** Input follows **
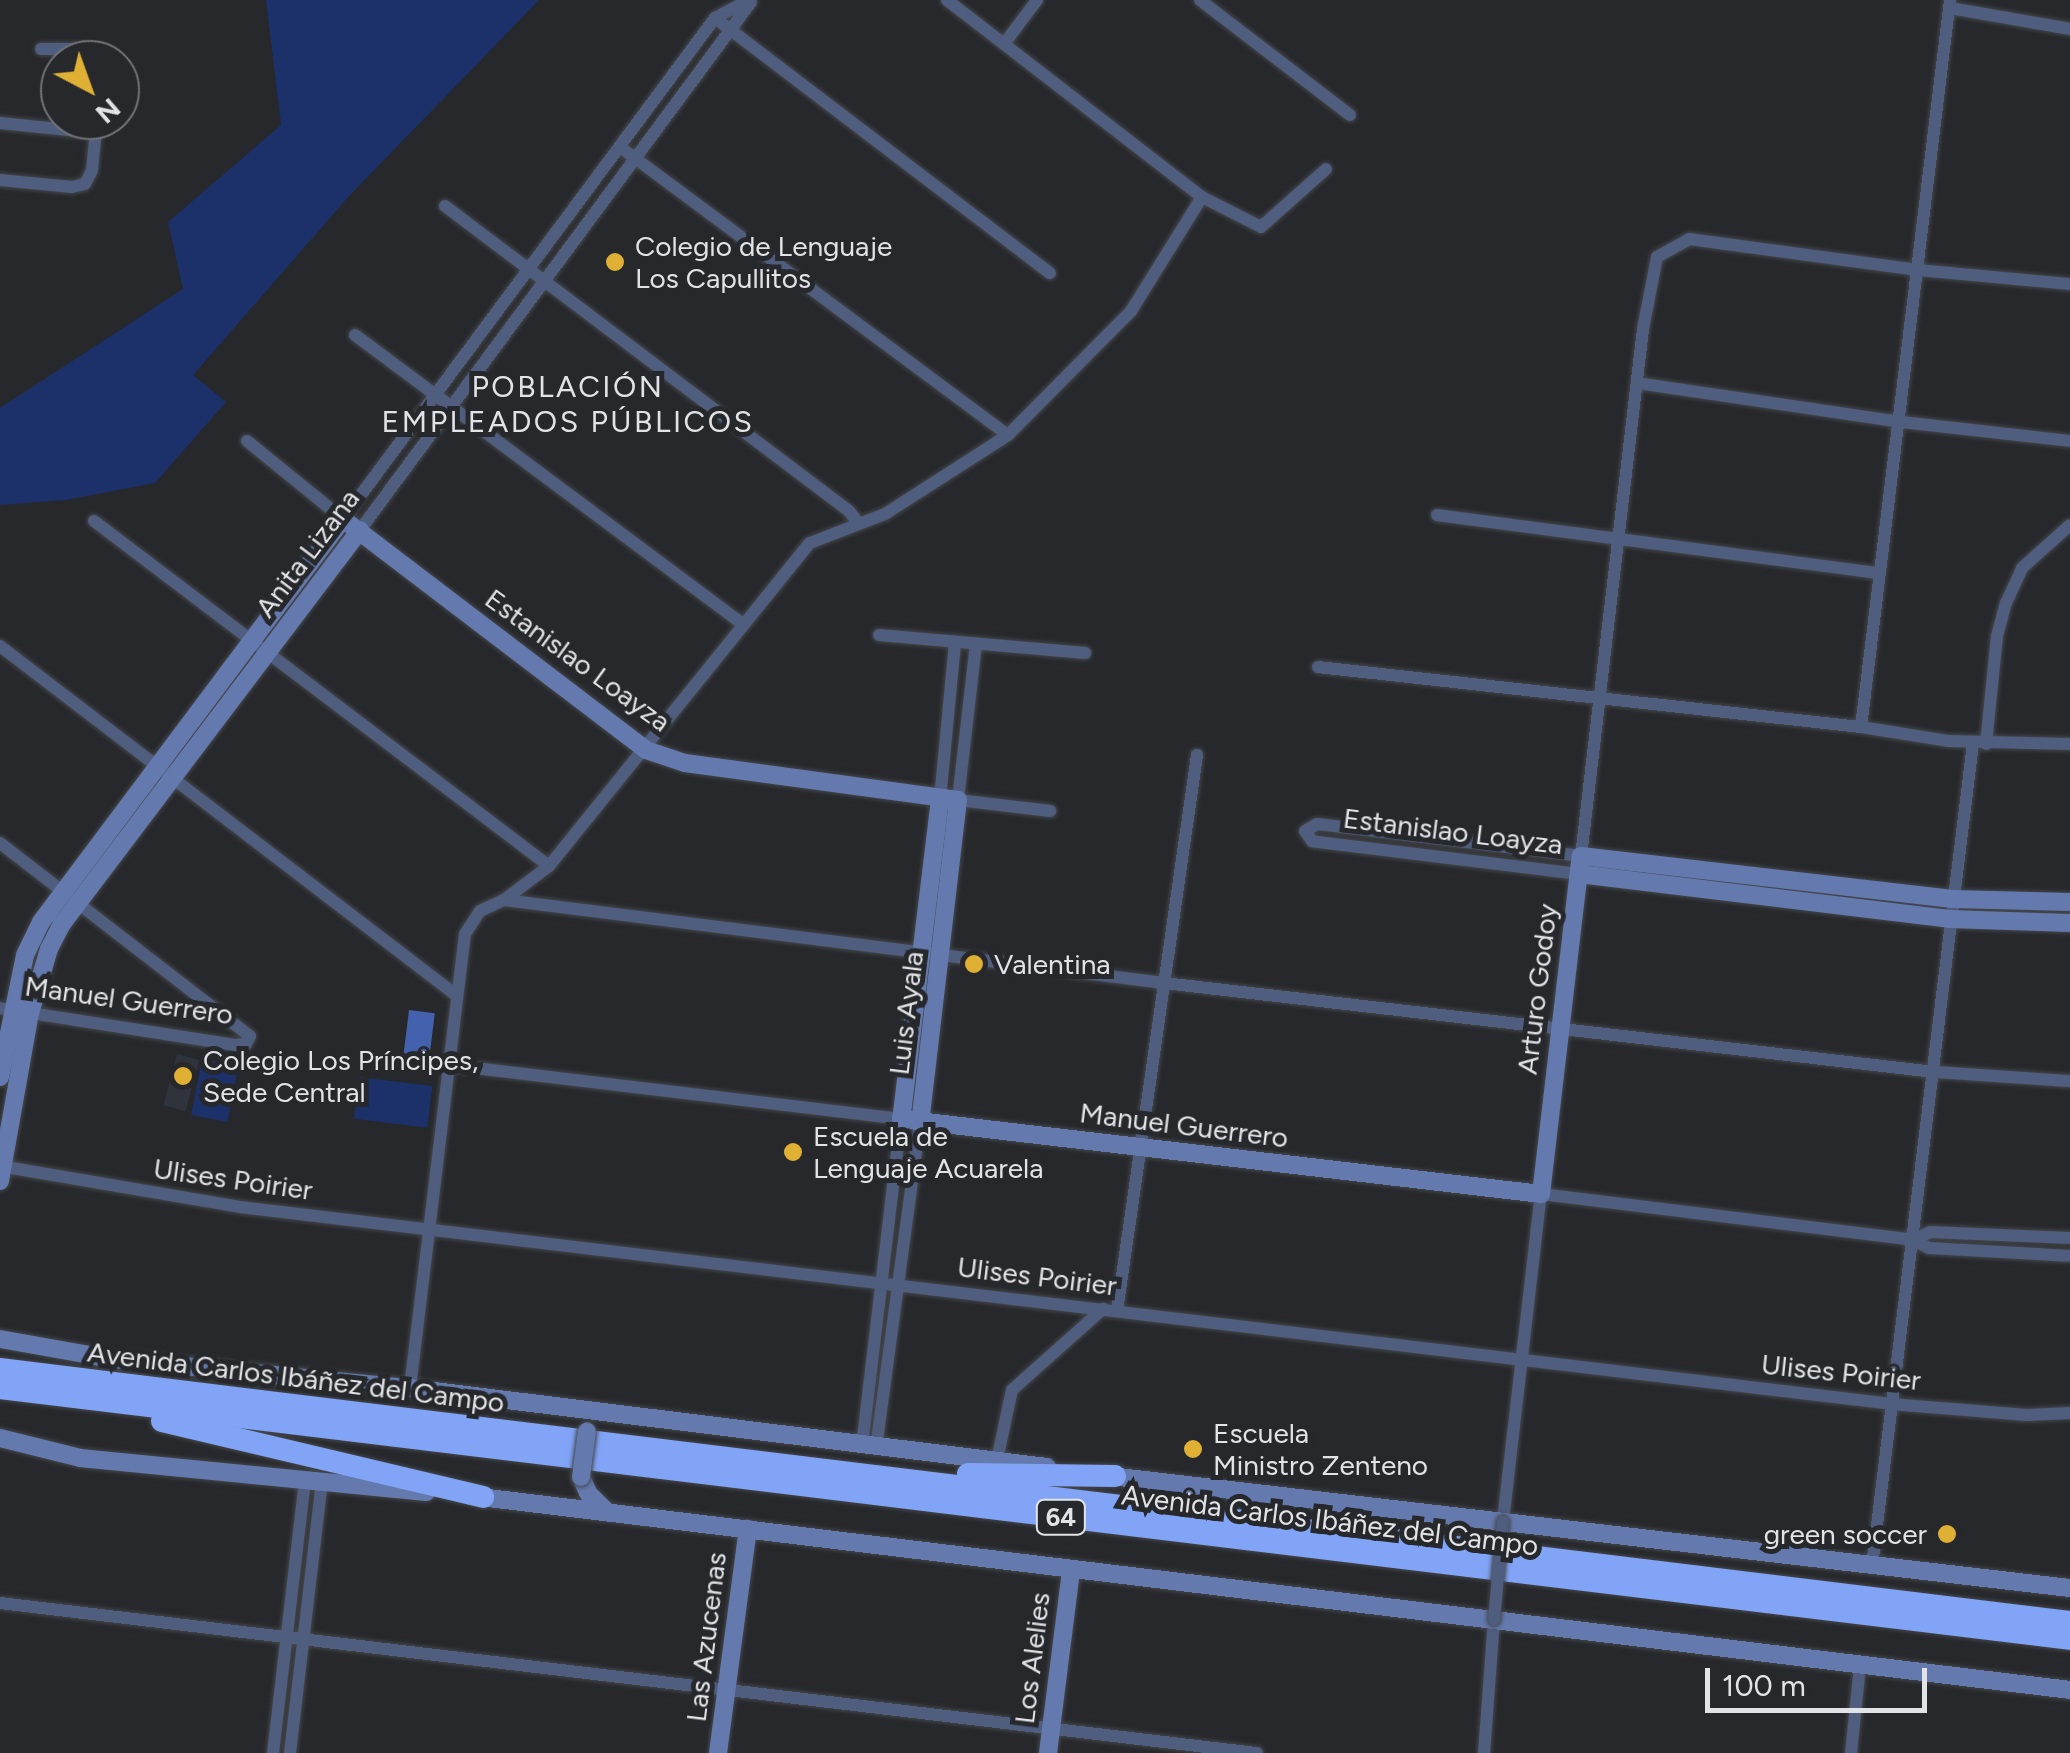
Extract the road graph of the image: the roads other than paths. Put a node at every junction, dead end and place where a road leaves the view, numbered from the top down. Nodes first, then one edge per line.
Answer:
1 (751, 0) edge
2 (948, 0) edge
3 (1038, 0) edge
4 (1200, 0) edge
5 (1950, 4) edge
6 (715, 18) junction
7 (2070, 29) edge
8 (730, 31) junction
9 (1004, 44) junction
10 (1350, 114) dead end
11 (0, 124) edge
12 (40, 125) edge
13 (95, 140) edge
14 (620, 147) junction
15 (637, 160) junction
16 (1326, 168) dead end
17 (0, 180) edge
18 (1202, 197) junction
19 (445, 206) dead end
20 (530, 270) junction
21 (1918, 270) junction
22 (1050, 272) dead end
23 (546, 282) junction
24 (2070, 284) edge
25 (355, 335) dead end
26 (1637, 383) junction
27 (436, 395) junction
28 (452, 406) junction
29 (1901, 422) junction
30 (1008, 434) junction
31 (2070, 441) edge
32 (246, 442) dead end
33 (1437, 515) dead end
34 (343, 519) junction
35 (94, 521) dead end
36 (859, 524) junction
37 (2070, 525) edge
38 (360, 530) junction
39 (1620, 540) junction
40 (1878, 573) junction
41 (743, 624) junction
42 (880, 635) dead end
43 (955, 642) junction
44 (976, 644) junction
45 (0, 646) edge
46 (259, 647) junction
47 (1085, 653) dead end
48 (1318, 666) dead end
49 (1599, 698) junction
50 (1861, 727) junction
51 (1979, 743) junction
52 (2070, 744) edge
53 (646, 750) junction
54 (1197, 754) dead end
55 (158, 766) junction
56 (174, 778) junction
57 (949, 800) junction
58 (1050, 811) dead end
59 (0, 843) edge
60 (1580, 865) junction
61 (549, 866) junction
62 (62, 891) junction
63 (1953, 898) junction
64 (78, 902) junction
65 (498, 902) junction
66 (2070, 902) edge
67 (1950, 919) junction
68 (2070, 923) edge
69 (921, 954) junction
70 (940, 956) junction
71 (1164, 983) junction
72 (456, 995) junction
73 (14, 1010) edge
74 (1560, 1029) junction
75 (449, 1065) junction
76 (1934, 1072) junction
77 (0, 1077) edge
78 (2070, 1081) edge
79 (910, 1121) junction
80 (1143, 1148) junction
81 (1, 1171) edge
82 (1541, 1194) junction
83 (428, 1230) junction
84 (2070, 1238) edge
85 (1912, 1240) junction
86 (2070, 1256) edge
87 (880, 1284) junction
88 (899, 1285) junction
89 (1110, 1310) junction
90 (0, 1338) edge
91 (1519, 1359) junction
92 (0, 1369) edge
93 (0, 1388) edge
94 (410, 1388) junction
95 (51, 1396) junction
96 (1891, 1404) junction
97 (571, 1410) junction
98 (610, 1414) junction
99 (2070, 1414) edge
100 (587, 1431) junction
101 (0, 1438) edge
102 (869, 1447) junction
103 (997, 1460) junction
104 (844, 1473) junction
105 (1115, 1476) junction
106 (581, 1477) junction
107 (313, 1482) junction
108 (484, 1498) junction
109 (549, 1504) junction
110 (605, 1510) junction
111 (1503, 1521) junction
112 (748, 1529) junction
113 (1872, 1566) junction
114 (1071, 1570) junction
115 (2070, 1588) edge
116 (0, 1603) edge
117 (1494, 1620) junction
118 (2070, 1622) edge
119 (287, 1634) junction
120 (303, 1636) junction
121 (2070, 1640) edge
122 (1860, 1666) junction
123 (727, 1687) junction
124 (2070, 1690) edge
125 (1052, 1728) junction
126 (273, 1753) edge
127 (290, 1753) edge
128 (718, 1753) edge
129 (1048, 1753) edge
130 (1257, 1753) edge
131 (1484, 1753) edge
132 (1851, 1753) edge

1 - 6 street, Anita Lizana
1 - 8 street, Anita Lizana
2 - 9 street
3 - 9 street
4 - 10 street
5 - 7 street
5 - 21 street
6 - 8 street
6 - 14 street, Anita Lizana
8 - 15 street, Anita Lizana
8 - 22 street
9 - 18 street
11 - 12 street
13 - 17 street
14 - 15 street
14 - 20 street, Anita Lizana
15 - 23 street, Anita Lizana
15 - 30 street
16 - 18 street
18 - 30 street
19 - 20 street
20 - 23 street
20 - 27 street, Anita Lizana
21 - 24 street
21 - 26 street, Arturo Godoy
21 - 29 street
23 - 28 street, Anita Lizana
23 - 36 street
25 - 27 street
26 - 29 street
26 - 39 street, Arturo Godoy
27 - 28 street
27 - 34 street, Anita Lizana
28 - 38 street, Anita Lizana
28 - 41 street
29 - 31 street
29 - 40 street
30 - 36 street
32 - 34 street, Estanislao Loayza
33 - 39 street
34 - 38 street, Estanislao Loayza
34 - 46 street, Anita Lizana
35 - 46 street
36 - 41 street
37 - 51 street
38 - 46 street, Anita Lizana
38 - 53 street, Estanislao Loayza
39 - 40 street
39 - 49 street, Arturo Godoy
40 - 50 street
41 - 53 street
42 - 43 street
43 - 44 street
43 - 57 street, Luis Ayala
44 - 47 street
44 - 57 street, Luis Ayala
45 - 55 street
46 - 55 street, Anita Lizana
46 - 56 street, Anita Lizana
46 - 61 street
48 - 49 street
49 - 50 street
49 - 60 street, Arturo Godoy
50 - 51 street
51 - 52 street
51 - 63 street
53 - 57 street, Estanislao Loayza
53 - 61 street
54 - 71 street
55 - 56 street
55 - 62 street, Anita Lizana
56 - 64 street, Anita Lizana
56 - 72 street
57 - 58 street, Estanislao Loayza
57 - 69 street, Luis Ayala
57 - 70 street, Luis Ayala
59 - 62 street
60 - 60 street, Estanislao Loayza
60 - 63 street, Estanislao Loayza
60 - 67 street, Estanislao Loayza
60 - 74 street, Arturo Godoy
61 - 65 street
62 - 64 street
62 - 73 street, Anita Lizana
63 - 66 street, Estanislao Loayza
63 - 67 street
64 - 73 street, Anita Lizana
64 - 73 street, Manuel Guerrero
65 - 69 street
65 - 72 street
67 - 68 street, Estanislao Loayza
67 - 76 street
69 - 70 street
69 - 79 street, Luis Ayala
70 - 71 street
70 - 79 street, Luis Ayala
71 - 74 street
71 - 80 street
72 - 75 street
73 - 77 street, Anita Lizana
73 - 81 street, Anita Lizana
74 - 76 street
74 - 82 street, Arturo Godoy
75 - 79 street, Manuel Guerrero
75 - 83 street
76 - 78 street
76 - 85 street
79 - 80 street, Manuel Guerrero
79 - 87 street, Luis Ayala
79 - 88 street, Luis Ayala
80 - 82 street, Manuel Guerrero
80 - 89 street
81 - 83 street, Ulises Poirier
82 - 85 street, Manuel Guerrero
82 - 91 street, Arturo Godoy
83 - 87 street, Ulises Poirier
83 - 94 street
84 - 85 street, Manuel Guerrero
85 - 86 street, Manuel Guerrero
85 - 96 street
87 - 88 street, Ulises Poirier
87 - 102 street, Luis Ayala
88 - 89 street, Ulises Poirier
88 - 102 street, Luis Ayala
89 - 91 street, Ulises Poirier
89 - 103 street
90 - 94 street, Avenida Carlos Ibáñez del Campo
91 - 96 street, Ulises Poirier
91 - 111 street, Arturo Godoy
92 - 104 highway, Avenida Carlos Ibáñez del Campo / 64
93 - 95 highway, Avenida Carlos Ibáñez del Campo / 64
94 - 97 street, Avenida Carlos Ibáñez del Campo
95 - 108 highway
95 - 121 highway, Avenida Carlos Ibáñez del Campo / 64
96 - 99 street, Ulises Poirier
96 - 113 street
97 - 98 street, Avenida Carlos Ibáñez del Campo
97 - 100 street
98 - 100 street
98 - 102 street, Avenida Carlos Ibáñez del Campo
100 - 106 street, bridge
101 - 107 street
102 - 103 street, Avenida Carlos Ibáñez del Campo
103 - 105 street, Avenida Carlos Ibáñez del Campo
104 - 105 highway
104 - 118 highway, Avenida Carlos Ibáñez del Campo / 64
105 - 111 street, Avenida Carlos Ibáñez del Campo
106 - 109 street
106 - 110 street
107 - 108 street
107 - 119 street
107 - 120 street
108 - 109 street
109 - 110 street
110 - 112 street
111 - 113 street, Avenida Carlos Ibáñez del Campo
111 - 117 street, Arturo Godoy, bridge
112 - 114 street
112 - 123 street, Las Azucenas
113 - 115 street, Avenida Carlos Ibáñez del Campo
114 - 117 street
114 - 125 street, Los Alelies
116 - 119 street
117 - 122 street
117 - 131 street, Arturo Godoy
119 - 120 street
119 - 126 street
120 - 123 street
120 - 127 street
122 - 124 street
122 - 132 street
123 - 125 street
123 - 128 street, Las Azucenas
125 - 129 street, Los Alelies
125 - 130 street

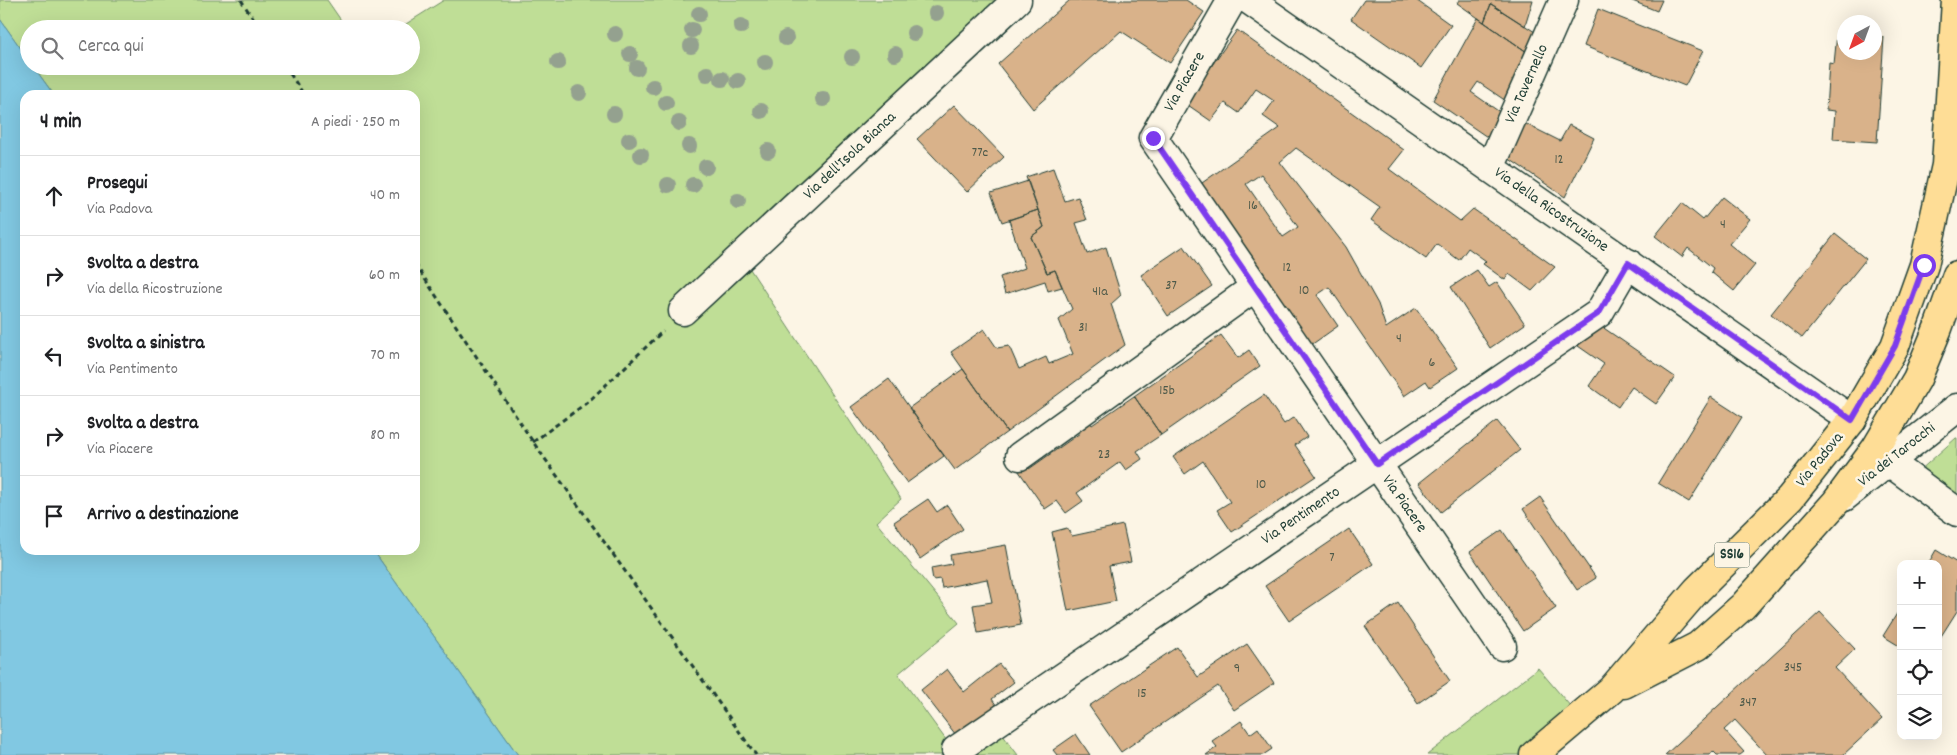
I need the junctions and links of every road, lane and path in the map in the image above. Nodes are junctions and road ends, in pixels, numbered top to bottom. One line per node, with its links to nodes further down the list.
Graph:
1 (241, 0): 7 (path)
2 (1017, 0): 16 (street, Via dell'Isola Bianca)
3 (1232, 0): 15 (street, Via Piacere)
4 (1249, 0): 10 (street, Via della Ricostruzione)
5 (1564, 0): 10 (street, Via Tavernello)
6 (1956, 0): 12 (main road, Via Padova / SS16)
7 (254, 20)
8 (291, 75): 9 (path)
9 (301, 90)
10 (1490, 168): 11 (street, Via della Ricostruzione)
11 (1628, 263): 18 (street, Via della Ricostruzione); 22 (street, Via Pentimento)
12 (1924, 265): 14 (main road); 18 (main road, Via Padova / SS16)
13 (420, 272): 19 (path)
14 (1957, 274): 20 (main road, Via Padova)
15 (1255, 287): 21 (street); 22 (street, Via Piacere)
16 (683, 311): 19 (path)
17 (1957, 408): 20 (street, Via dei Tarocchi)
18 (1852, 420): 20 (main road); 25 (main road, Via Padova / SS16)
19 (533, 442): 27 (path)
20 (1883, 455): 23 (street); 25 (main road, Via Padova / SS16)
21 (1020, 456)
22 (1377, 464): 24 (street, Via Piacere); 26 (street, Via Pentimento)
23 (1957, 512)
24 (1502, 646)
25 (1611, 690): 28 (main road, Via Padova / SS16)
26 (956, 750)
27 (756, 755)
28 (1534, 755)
** End of Input **
§ **The problem**
From the records above, show each line that contains the word "numbered".

§ **Output below**
Extract the road graph of the image: the roads other than paths. Put a node at every junction, dead end and place where a road leaves the view, numbered from the top down. Nodes first, then one edge per line.
I need the junctions and links of every road, lane and path in the map in the image above. Nodes are junctions and road ends, in pixels, numbered top to bottom. One line per node, with its links to nodes further down the list.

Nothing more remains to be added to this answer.